Item 1.01. Entry into a Material Definitive Agreement.
On August 14, 2025, USCB Financial Holdings, Inc. (the “Company”) entered into a Subordinated Note Purchase Agreement (the “Purchase Agreement”) with certain qualified institutional buyers (the “Purchasers”) pursuant to which the Company sold and issued $40.0 million in aggregate principal amount of its 7.625% Fixed-to-Floating Rate Subordinated Notes due 2035 (the “Notes”). The Notes were issued by the Company to the Purchasers at a price equal to 100% of their face amount. The Company intends to use the net proceeds it received from the sale of the Notes for general corporate purposes, including potential balance sheet and capital optimization.

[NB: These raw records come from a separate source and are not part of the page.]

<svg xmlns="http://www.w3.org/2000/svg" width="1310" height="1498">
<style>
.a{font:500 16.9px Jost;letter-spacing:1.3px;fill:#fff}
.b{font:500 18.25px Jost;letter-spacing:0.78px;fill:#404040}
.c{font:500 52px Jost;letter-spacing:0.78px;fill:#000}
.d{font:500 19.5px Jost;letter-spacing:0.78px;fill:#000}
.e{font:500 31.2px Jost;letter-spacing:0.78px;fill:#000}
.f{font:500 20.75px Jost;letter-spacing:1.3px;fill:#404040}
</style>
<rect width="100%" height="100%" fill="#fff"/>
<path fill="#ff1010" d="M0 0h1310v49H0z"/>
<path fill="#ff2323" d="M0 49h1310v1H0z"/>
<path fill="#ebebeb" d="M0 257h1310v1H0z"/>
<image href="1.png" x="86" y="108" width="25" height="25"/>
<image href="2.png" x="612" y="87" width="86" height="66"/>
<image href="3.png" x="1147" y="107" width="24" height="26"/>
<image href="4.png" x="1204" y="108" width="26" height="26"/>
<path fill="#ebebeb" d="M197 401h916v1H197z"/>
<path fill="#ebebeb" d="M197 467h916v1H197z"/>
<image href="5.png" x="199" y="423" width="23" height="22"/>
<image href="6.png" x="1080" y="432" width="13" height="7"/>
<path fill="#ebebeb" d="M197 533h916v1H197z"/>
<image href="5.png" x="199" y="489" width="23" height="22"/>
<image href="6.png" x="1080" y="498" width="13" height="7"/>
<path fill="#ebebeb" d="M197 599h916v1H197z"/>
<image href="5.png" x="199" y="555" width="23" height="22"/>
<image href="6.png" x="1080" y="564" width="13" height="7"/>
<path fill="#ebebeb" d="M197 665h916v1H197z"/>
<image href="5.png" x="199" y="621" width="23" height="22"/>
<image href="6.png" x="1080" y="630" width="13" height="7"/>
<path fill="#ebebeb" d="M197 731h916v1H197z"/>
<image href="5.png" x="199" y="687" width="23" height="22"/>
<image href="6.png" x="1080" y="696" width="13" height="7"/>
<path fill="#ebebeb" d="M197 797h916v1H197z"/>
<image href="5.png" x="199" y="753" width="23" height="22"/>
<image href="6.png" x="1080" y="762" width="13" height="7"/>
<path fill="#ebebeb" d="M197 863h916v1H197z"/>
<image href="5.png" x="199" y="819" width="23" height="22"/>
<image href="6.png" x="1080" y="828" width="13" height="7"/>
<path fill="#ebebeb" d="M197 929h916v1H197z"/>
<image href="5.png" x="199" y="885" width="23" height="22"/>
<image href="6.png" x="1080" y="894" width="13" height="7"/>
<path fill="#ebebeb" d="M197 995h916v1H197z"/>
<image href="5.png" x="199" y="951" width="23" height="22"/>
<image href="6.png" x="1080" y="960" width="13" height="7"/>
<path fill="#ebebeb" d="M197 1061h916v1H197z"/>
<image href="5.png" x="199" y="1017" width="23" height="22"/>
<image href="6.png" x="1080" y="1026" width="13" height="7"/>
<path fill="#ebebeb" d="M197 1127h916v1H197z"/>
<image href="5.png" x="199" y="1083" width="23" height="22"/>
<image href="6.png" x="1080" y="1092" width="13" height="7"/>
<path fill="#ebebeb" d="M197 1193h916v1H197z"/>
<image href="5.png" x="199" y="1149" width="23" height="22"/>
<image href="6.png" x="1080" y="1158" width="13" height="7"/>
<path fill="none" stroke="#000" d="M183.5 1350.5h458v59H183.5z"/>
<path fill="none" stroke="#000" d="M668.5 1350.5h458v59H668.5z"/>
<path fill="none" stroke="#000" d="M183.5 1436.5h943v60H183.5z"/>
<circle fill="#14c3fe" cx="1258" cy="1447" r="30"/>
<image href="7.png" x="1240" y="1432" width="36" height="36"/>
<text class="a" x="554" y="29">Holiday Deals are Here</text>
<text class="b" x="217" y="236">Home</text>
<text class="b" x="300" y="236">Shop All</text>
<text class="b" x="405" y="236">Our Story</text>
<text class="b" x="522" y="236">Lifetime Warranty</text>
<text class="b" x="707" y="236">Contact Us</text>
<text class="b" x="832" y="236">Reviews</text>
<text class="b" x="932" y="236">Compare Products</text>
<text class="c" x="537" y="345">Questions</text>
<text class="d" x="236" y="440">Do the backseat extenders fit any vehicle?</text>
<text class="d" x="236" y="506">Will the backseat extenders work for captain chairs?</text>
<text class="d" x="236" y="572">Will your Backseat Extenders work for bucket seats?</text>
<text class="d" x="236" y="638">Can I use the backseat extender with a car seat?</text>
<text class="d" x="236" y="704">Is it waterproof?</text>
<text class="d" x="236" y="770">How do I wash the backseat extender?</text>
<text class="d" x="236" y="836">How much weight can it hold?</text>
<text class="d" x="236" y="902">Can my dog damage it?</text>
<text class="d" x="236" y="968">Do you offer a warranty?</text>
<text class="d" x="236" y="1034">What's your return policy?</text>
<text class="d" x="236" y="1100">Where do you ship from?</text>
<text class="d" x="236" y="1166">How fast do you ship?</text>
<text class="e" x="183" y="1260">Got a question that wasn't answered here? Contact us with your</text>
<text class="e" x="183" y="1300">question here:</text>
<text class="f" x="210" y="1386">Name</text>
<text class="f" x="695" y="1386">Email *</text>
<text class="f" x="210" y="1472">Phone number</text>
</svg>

The Purchase Agreement contains certain customary representations, warranties and covenants made by the Company, on the one hand, and the Purchasers, severally and not jointly, on the other hand.
The Notes have a stated maturity of August 15, 2035, and are redeemable, in whole or in part, on any interest payment date on or after August 15, 2030, and at any time upon the occurrences of certain events. The Notes will bear interest at a fixed rate of 7.625% per year, from and including August 14, 2025, to but excluding August 15, 2030 or earlier redemption date. From and including August 15, 2030, to but excluding the maturity date or early redemption date, the interest rate will reset quarterly at a variable rate equal to the then current three-month term secured overnight financing rate (“SOFR”), plus 422 basis points. If three-month SOFR cannot be determined on a given date, a different index shall be determined and used in accordance with the terms of the Notes.

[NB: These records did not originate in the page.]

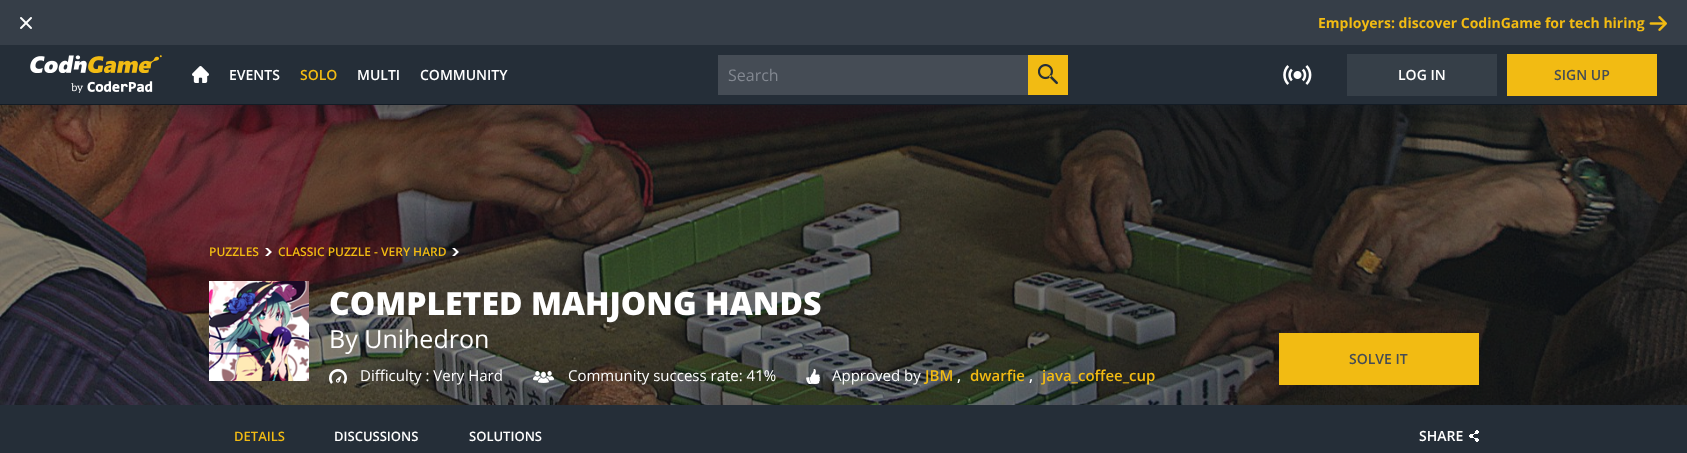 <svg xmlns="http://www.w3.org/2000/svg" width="1687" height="453">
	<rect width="100%" height="100%" fill="#363E48" />
	<image x="20" y="17" width="12" height="12" href="assets/img1.png" />
	<text x="1318" y="28" font-family="Open Sans" font-size="14" font-weight="700" fill="#F2BB13">Employers: discover CodinGame for tech hiring</text>
	<image x="1649" y="16" width="18" height="15" href="assets/img2.png" />
	<image x="0" y="105" width="1687" height="300" href="assets/img7.png" />
	<rect x="25" y="95" width="1637" height="10" fill="#131C25" filter="blur(12.5px)" />
	<rect x="0" y="45" width="1687" height="59" fill="#252E38" />
	<rect x="0" y="104" width="1687" height="1" fill="#131C25" />
	<image x="30" y="55" width="132" height="38" href="assets/img3.png" />
	<image x="192" y="66" width="17" height="17" href="assets/img4.png" />
	<text x="229" y="80" font-family="Open Sans" font-size="14" font-weight="600" fill="#FFFFFF">EVENTS</text>
	<text x="300" y="80" font-family="Open Sans" font-size="14" font-weight="600" fill="#F2BB13">SOLO</text>
	<g font-family="Open Sans" font-size="14" font-weight="600" fill="#FFFFFF">
		<text x="357" y="80">MULTI</text>
		<text x="420" y="80">COMMUNITY</text>
	</g>
	<rect x="718" y="55" width="310" height="40" fill="#454C55" />
	<text x="728" y="81" font-family="Open Sans" font-size="16" fill="#838891">Search</text>
	<rect x="1028" y="55" width="40" height="40" fill="#F2BB13" />
	<image x="1038" y="64" width="20" height="21" href="assets/img5.png" />
	<image x="1283" y="65" width="29" height="20" href="assets/img6.png" />
	<rect x="1347" y="54" width="150" height="42" fill="#363F48" />
	<text x="1398" y="80" font-family="Open Sans" font-size="14" font-weight="600" fill="#FFFFFF">LOG IN</text>
	<rect x="1507" y="54" width="150" height="42" fill="#F2BB13" />
	<text x="1554" y="80" font-family="Open Sans" font-size="14" font-weight="600" fill="#454C55">SIGN UP</text>
	<text x="209" y="256" font-family="Open Sans" font-size="12" font-weight="600" fill="#F2BB13">PUZZLES</text>
	<image x="265" y="248" width="7" height="8" href="assets/img8.png" />
	<text x="278" y="256" font-family="Open Sans" font-size="12" font-weight="600" fill="#F2BB13">CLASSIC PUZZLE - VERY HARD</text>
	<image x="452" y="248" width="7" height="8" href="assets/img9.png" />
	<image x="209" y="281" width="100" height="100" href="assets/img10.png" />
	<text x="329" y="315" font-family="Open Sans" font-size="32" font-weight="800" fill="#FFFFFF">COMPLETED MAHJONG HANDS</text>
	<text x="329" y="348" font-family="Open Sans" font-size="25" fill="#FFFFFF">By Unihedron</text>
	<image x="329" y="369" width="18" height="15" href="assets/img11.png" />
	<text x="360" y="381" font-family="Open Sans" font-size="15" fill="#FFFFFF">Difficulty : Very Hard</text>
	<image x="533" y="371" width="21" height="12" href="assets/img12.png" />
	<text x="568" y="381" font-family="Open Sans" font-size="15" fill="#FFFFFF">Community success rate: 41%</text>
	<image x="806" y="369" width="14" height="15" href="assets/img13.png" />
	<text x="832" y="381" font-family="Open Sans" font-size="15" fill="#FFFFFF">Approved by</text>
	<text x="925" y="381" font-family="Open Sans" font-size="15" font-weight="600" fill="#F2BB13">JBM</text>
	<text x="957" y="381" font-family="Open Sans" font-size="15" font-weight="600" fill="#FFFFFF">,</text>
	<text x="970" y="381" font-family="Open Sans" font-size="15" font-weight="600" fill="#F2BB13">dwarfie</text>
	<text x="1029" y="381" font-family="Open Sans" font-size="15" font-weight="600" fill="#FFFFFF">,</text>
	<text x="1042" y="381" font-family="Open Sans" font-size="15" font-weight="600" fill="#F2BB13">java_coffee_cup</text>
	<rect x="1279" y="333" width="200" height="52" fill="#F2BB13" />
	<text x="1349" y="364" font-family="Open Sans" font-size="14" font-weight="600" fill="#454C55">SOLVE IT</text>
	<rect x="0" y="405" width="1687" height="48" fill="#252E38" />
	<text x="234" y="441" font-family="Open Sans" font-size="13" font-weight="600" fill="#F2BB13">DETAILS</text>
	<g font-family="Open Sans" font-size="13" font-weight="600" fill="#FFFFFF">
		<text x="334" y="441">DISCUSSIONS</text>
		<text x="469" y="441">SOLUTIONS</text>
	</g>
	<text x="1419" y="441" font-family="Open Sans" font-size="14" font-weight="600" fill="#FFFFFF">SHARE</text>
	<image x="1469" y="430" width="10" height="12" href="assets/img14.png" />
</svg> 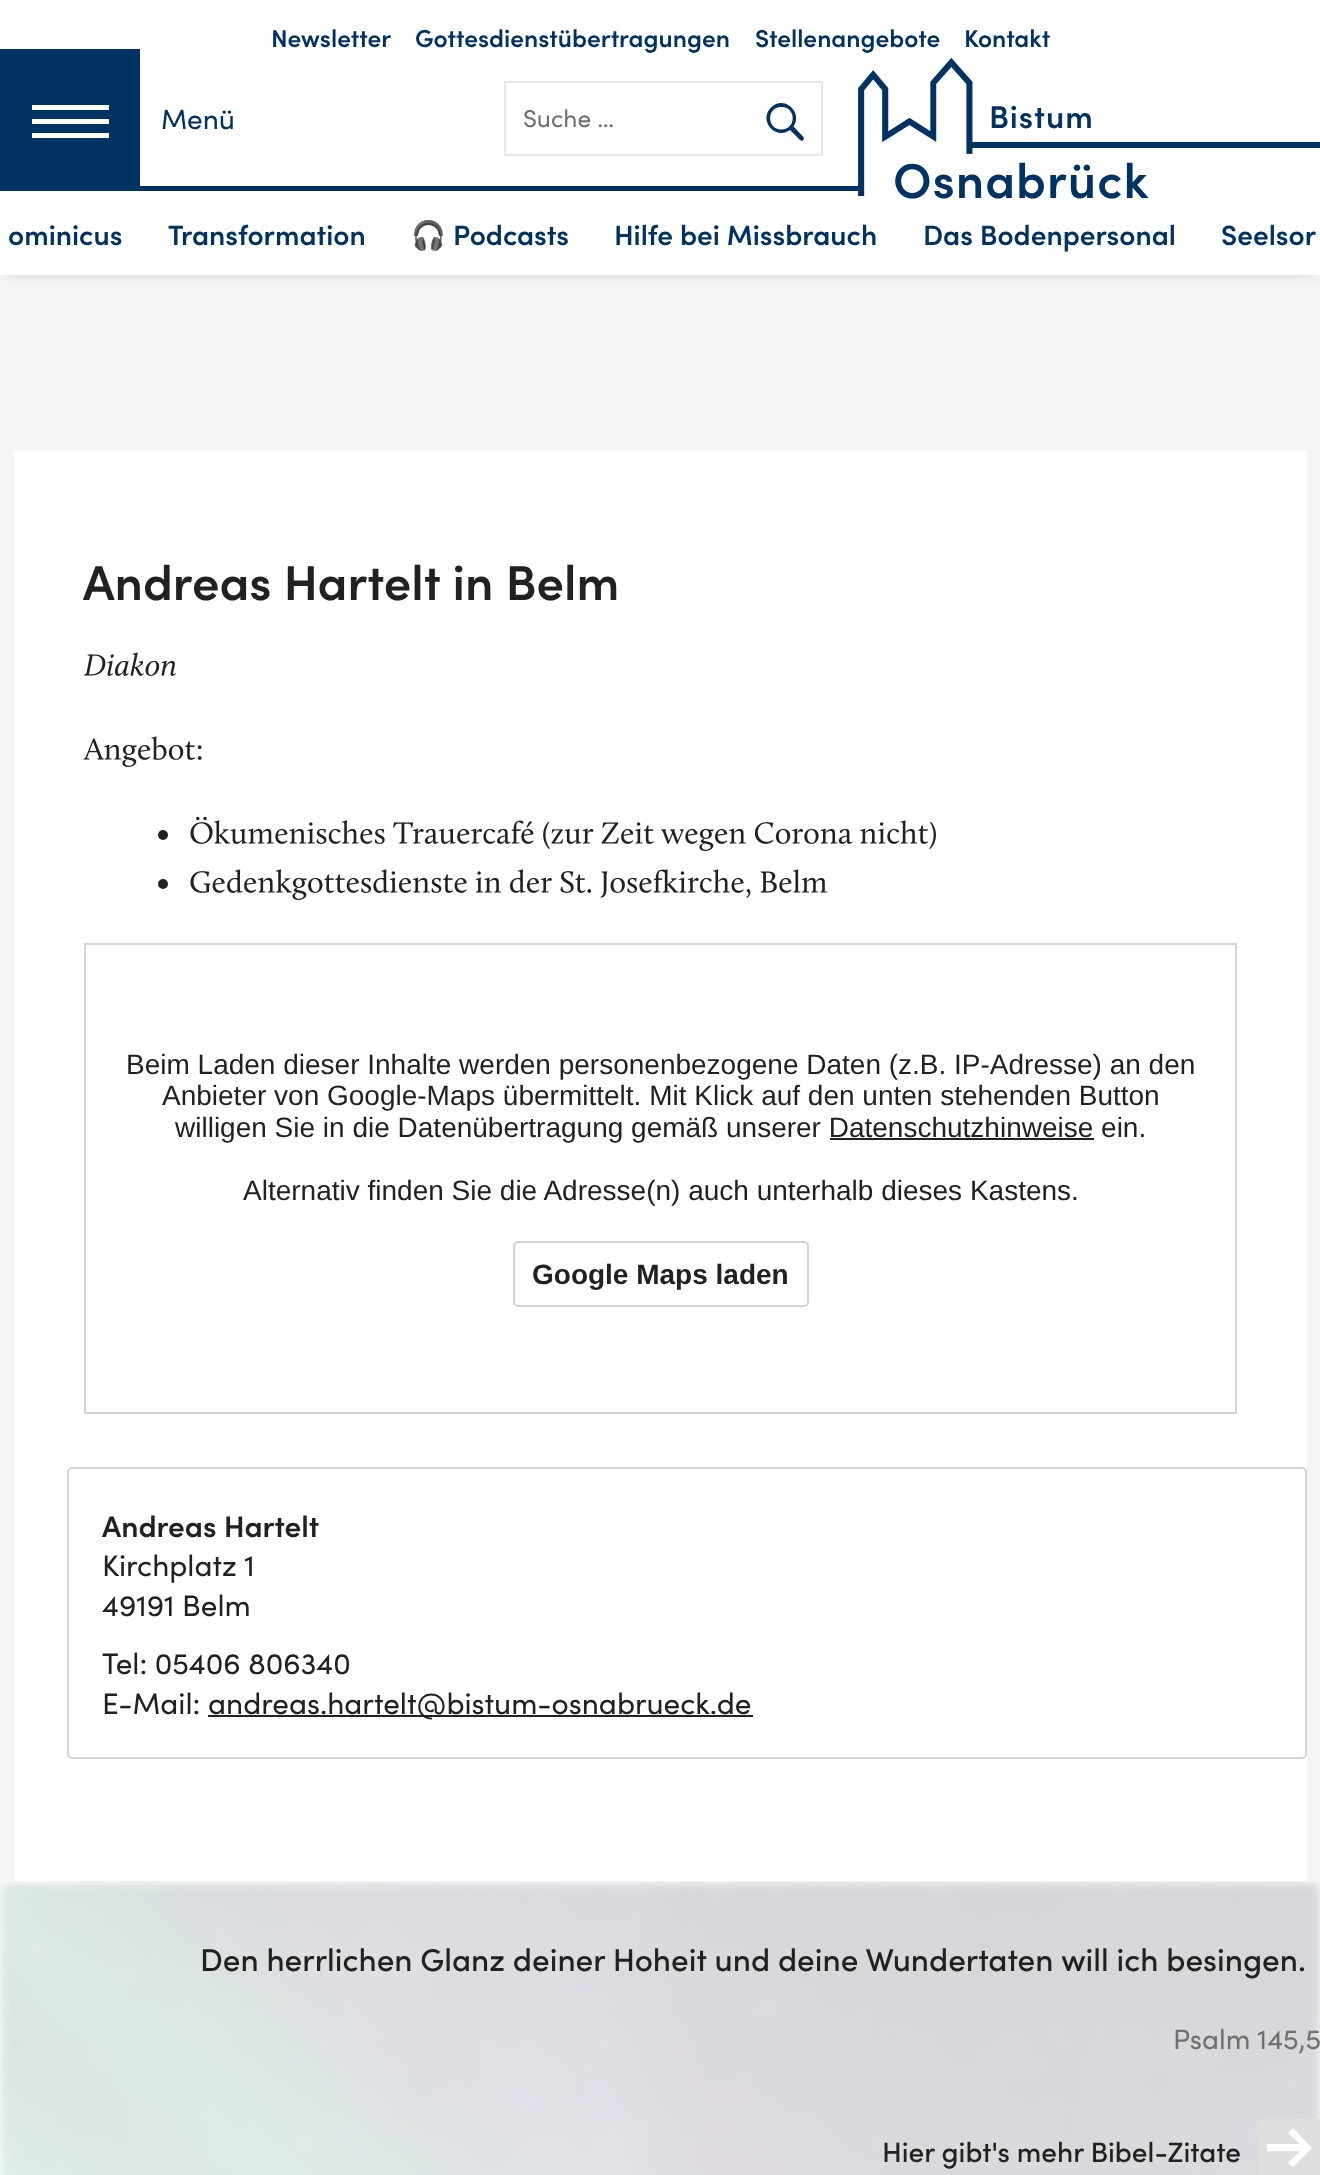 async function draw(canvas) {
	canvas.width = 1320;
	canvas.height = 2175;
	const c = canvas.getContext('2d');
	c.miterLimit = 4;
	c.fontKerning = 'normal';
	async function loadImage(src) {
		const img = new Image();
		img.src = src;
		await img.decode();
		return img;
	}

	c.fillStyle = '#f4f5f5';
	c.fillRect(0, 0, 1320, 2175);
	c.fillStyle = '#21212126';
	c.filter = 'blur(7px)';
	c.beginPath();
	c.rect(7, 14, 1307, 261);
	c.fill();
	c.filter = 'none';
	c.fillStyle = '#fff';
	c.fillRect(0, 0, 1320, 275);
	c.font = '600 24.5px Sofia';
	c.fillStyle = '#003362';
	for (const [text, x, y] of [
		['Newsletter', 271, 47],
		['Gottesdienstübertragungen', 415, 47],
		['Stellenangebote', 755, 47],
		['Kontakt', 964, 47],
	]) {
		c.fillText(text, x, y);
	}
	for (const [x, y, w, h, color] of [
		[0, 49, 140, 137, '#003362'],
		[32, 119, 77, 5, '#fff'],
		[32, 105, 77, 5, '#fff'],
		[32, 133, 77, 5, '#fff'],
	]) {
		c.fillStyle = color;
		c.fillRect(x, y, w, h);
	}
	c.font = '28px Sofia';
	c.fillStyle = '#003362';
	c.fillText('Menü', 161, 129);
	c.strokeStyle = '#e7e9e9';
	c.lineWidth = 2;
	c.strokeRect(505, 82, 317, 73);
	c.font = '24.5px Sofia';
	c.fillStyle = '#707070';
	c.fillText('Suche …', 523, 127);
	c.fillStyle = '#003362';
	c.beginPath();
	c.moveTo(790, 130);
	c.bezierCurveTo(775.5, 140.5, 758, 120.5, 771, 107.5);
	c.bezierCurveTo(784, 94.5, 803.5, 112.5, 793.5, 126.5);
	c.lineTo(803.5, 137);
	c.bezierCurveTo(805, 139.5, 802, 142, 800, 140);
	c.closePath();
	c.moveTo(781.5, 129.5);
	c.bezierCurveTo(796.5, 129.5, 796.5, 107, 781.5, 107);
	c.bezierCurveTo(766.5, 106.5, 766.5, 129.5, 781.5, 129.5);
	c.closePath();
	c.fill('evenodd');
	c.drawImage(await loadImage('img1.png'), 858, 58, 462, 138);
	c.letterSpacing = '1px';
	c.font = '600 31.5px Sofia';
	c.fillText('Bistum', 989, 128);
	c.font = '600 49px Sofia';
	c.fillText('Osnabrück', 893, 198);
	c.fillRect(0, 186, 858, 5);
	c.letterSpacing = '0px';
	c.font = '600 28px Sofia';
	c.fillText('ominicus', 8, 245);
	c.fillText('Transformation', 168, 245);
	c.font = 'bold 28px Noto Color Emoji';
	c.fillText('🎧', 411, 245);
	c.font = '600 28px Sofia';
	for (const [text, x, y] of [
		['Podcasts', 453, 245],
		['Hilfe bei Missbrauch', 614, 245],
		['Das Bodenpersonal', 923, 245],
		['Seelsor', 1221, 245],
	]) {
		c.fillText(text, x, y);
	}
	c.fillStyle = '#fff';
	c.fillRect(14, 450, 1293, 1431);
	c.font = '600 49px Sofia';
	c.fillStyle = '#212121';
	c.fillText('Andreas Hartelt in Belm', 83, 600);
	c.drawImage(await loadImage('img2.png'), 84, 652, 92, 24);
	c.drawImage(await loadImage('img3.png'), 83, 736, 119, 31);
	c.beginPath();
	c.arc(163, 835, 5, 0, 2 * Math.PI);
	c.fill();
	c.drawImage(await loadImage('img4.png'), 190, 816, 746, 35);
	c.beginPath();
	c.arc(163, 884, 5, 0, 2 * Math.PI);
	c.fill();
	c.drawImage(await loadImage('img5.png'), 190, 869, 638, 31);
	c.strokeStyle = '#d3d3d3';
	c.strokeRect(85, 944, 1151, 469);
	c.font = '28px Liberation Sans';
	for (const [text, x, y] of [
		['Beim Laden dieser Inhalte werden personenbezogene Daten (z.B. IP-Adresse) an den', 126, 1074],
		['Anbieter von Google-Maps übermittelt. Mit Klick auf den unten stehenden Button', 162, 1105],
		['willigen Sie in die Datenübertragung gemäß unserer Datenschutzhinweise ein.', 175, 1137],
	]) {
		c.fillText(text, x, y);
	}
	c.fillRect(830, 1138, 264, 2);
	c.fillText('Alternativ finden Sie die Adresse(n) auch unterhalb dieses Kastens.', 243, 1200);
	c.beginPath();
	c.roundRect(514, 1242, 294, 64, 4);
	c.stroke();
	c.font = 'bold 28px Liberation Sans';
	c.fillText('Google Maps laden', 532, 1284);
	c.beginPath();
	c.roundRect(68, 1468, 1238, 290, 4);
	c.strokeStyle = '#d4d4d4';
	c.stroke();
	c.font = '600 29.75px Sofia';
	c.fillText('Andreas Hartelt', 102, 1537);
	c.font = '29.75px Sofia';
	for (const [text, x, y] of [
		['Kirchplatz 1', 102, 1576],
		['49191 Belm', 102, 1616],
		['Tel: 05406 806340', 102, 1674],
		['E-Mail:', 102, 1714],
	]) {
		c.fillText(text, x, y);
	}
	c.fillRect(208, 1715, 545, 2);
	c.fillText('andreas.hartelt@bistum-osnabrueck.de', 208, 1714);
	c.fillStyle = '#fff';
	c.fillRect(0, 1881, 1320, 294);
	c.drawImage(await loadImage('img6.png'), 0, 1881, 1320, 294);
	c.font = '500 31.5px Sofia';
	c.fillStyle = '#212121';
	c.fillText('Den herrlichen Glanz deiner Hoheit und deine Wundertaten will ich besingen.', 200, 1971);
	c.font = '28px Sofia';
	c.fillStyle = '#707070';
	c.fillText('Psalm 145,5', 1173, 2049);
	c.font = '500 28px Sofia';
	c.fillStyle = '#212121';
	c.fillText('Hier gibt\'s mehr Bibel-Zitate', 882, 2162);
	c.fillStyle = '#dfdfdf';
	c.fillRect(1258, 2119, 62, 56);
	c.fillStyle = '#fff';
	c.beginPath();
	c.moveTo(1293, 2128);
	c.lineTo(1288, 2133);
	c.lineTo(1300, 2144);
	c.lineTo(1267, 2144);
	c.lineTo(1267, 2151);
	c.lineTo(1300, 2151);
	c.lineTo(1288, 2163);
	c.lineTo(1293, 2167);
	c.lineTo(1312, 2148);
	c.closePath();
	c.fill();
}

draw(document.querySelector('canvas'));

The Notes were offered and sold by the Company in a private placement transaction in reliance on exemptions from the registration requirements of the Securities Act of 1933, as amended (the “Securities Act”), pursuant to Section 4(a)(2) of the Securities Act and Rule 506(b) of Regulation D thereunder. On August 14, 2025, in connection with the sale and issuance of the Notes, the Company entered into a Registration Rights Agreement (the “Registration Rights Agreement”) with the Purchasers. Under the terms of the Registration Rights Agreement, the Company has agreed to take certain actions to provide for the exchange of the Notes for subordinated notes that are registered under the Securities Act and have substantially the same terms as the Notes (the “Exchange Offer”). Under certain circumstances, if the Company fails to meet its obligations under the Registration Rights Agreement, it would be required to pay additional interest to the holders of the Notes.
The Notes were issued under an Indenture, dated August 14, 2025 (the “Indenture”), by and between the Company and Wilmington Trust, National Association, as trustee (the “Trustee”). The Notes are not subject to any sinking fund and are not convertible into or exchangeable, other than pursuant to the Exchange Offer, for any other securities or assets of the Company or any of its subsidiaries. The Notes are not subject to redemption at the option of the holder. Prior to August 15, 2030, the Company may redeem the Notes, in whole but not in part, only under certain limited circumstances set forth in the Indenture. On or after August 15, 2030, the Company may redeem the Notes, in whole or in part, at its option, on any interest payment date. Any redemption by the Company would be at a redemption price equal to 100% of the principal amount of the Notes being redeemed, together with any accrued and unpaid interest on the Notes being redeemed to but excluding the date of redemption.
Principal and interest on the Notes are subject to acceleration only in limited circumstances in the case of certain bankruptcy and insolvency-related events with respect to the Company. The Notes are unsecured, subordinated obligations of the Company, are not obligations of, and are not guaranteed by, any subsidiary of the Company, and rank junior in right of payment to the Company’s current and future senior indebtedness. The Notes are intended to qualify as Tier 2 capital of the Company for regulatory capital purposes.
The forms of the Purchase Agreement, the Registration Rights Agreement, the Indenture and the Notes are attached as Exhibits 10.1, 10.2, 4.1 and 4.2, respectively, to this Current Report on Form 8-K (the “Report”) and are incorporated herein by reference. The foregoing descriptions of the Purchase Agreement, the Registration Rights Agreement, the Indenture and the Notes are summaries and are qualified in their entirety by reference to the full text of such documents.
Item 2.03 Creation of a Direct Financial Obligation under an Off-Balance Sheet Arrangement of a Registrant.
The information set forth under Item 1.01 above is incorporated by reference into this Item 2.03.